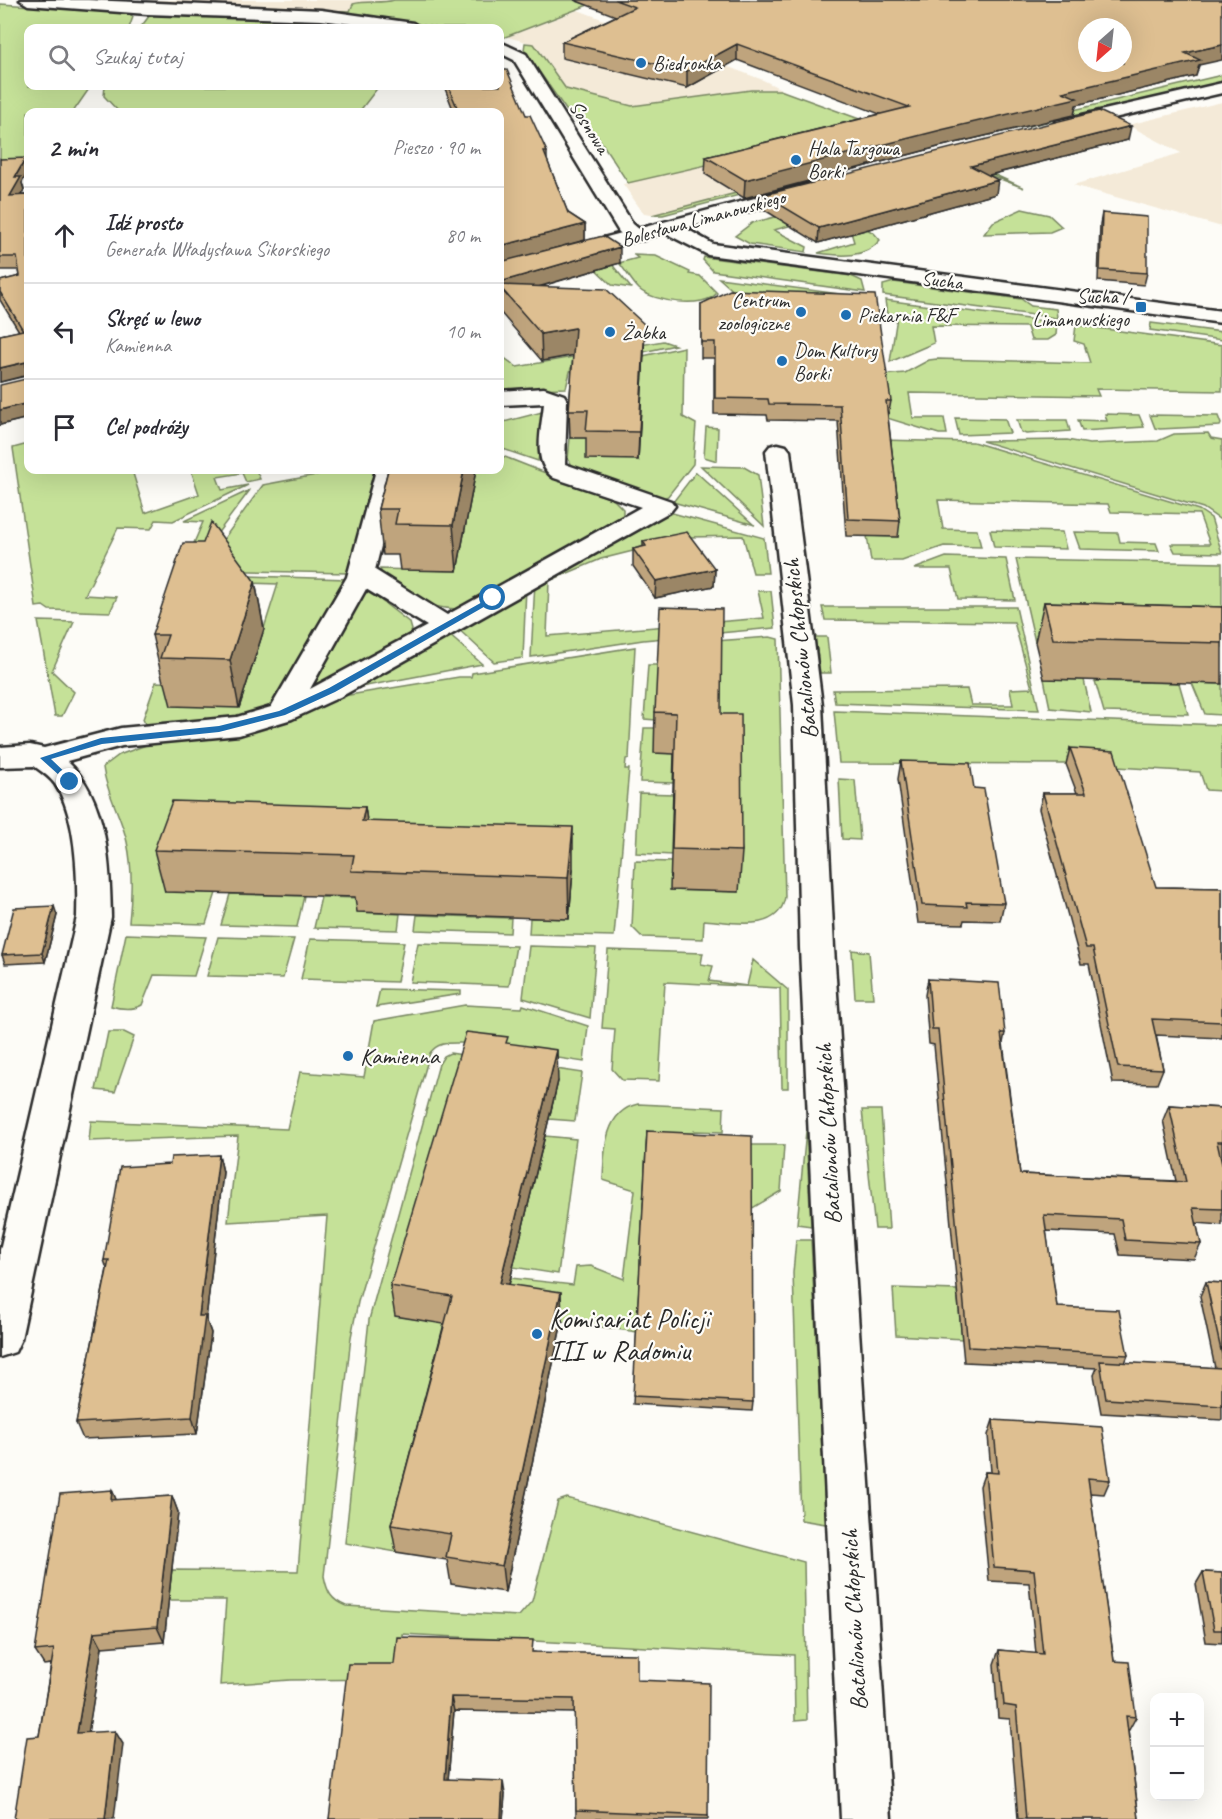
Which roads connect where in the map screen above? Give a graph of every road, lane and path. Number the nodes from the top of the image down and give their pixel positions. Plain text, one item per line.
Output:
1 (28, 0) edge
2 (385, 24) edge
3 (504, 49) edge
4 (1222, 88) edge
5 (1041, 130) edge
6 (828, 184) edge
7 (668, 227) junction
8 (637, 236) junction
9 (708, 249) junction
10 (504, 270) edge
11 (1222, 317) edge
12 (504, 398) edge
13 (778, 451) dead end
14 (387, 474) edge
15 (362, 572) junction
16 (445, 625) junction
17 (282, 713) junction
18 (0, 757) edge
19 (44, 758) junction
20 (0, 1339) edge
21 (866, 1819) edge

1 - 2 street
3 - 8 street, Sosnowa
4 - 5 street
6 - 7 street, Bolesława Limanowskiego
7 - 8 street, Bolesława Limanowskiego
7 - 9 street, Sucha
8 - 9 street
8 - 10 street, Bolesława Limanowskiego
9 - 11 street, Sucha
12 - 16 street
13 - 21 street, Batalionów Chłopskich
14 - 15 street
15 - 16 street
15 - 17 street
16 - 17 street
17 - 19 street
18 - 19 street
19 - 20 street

━━━━

**Requirement**
Copy all the entries word for word. Omit any pictures.

**Written answer**
Which roads connect where in the map screen above? Give a graph of every road, lane and path. Number the nodes from the top of the image down and give their pixel positions. Plain text, one item per line.
Output:
1 (28, 0) edge
2 (385, 24) edge
3 (504, 49) edge
4 (1222, 88) edge
5 (1041, 130) edge
6 (828, 184) edge
7 (668, 227) junction
8 (637, 236) junction
9 (708, 249) junction
10 (504, 270) edge
11 (1222, 317) edge
12 (504, 398) edge
13 (778, 451) dead end
14 (387, 474) edge
15 (362, 572) junction
16 (445, 625) junction
17 (282, 713) junction
18 (0, 757) edge
19 (44, 758) junction
20 (0, 1339) edge
21 (866, 1819) edge

1 - 2 street
3 - 8 street, Sosnowa
4 - 5 street
6 - 7 street, Bolesława Limanowskiego
7 - 8 street, Bolesława Limanowskiego
7 - 9 street, Sucha
8 - 9 street
8 - 10 street, Bolesława Limanowskiego
9 - 11 street, Sucha
12 - 16 street
13 - 21 street, Batalionów Chłopskich
14 - 15 street
15 - 16 street
15 - 17 street
16 - 17 street
17 - 19 street
18 - 19 street
19 - 20 street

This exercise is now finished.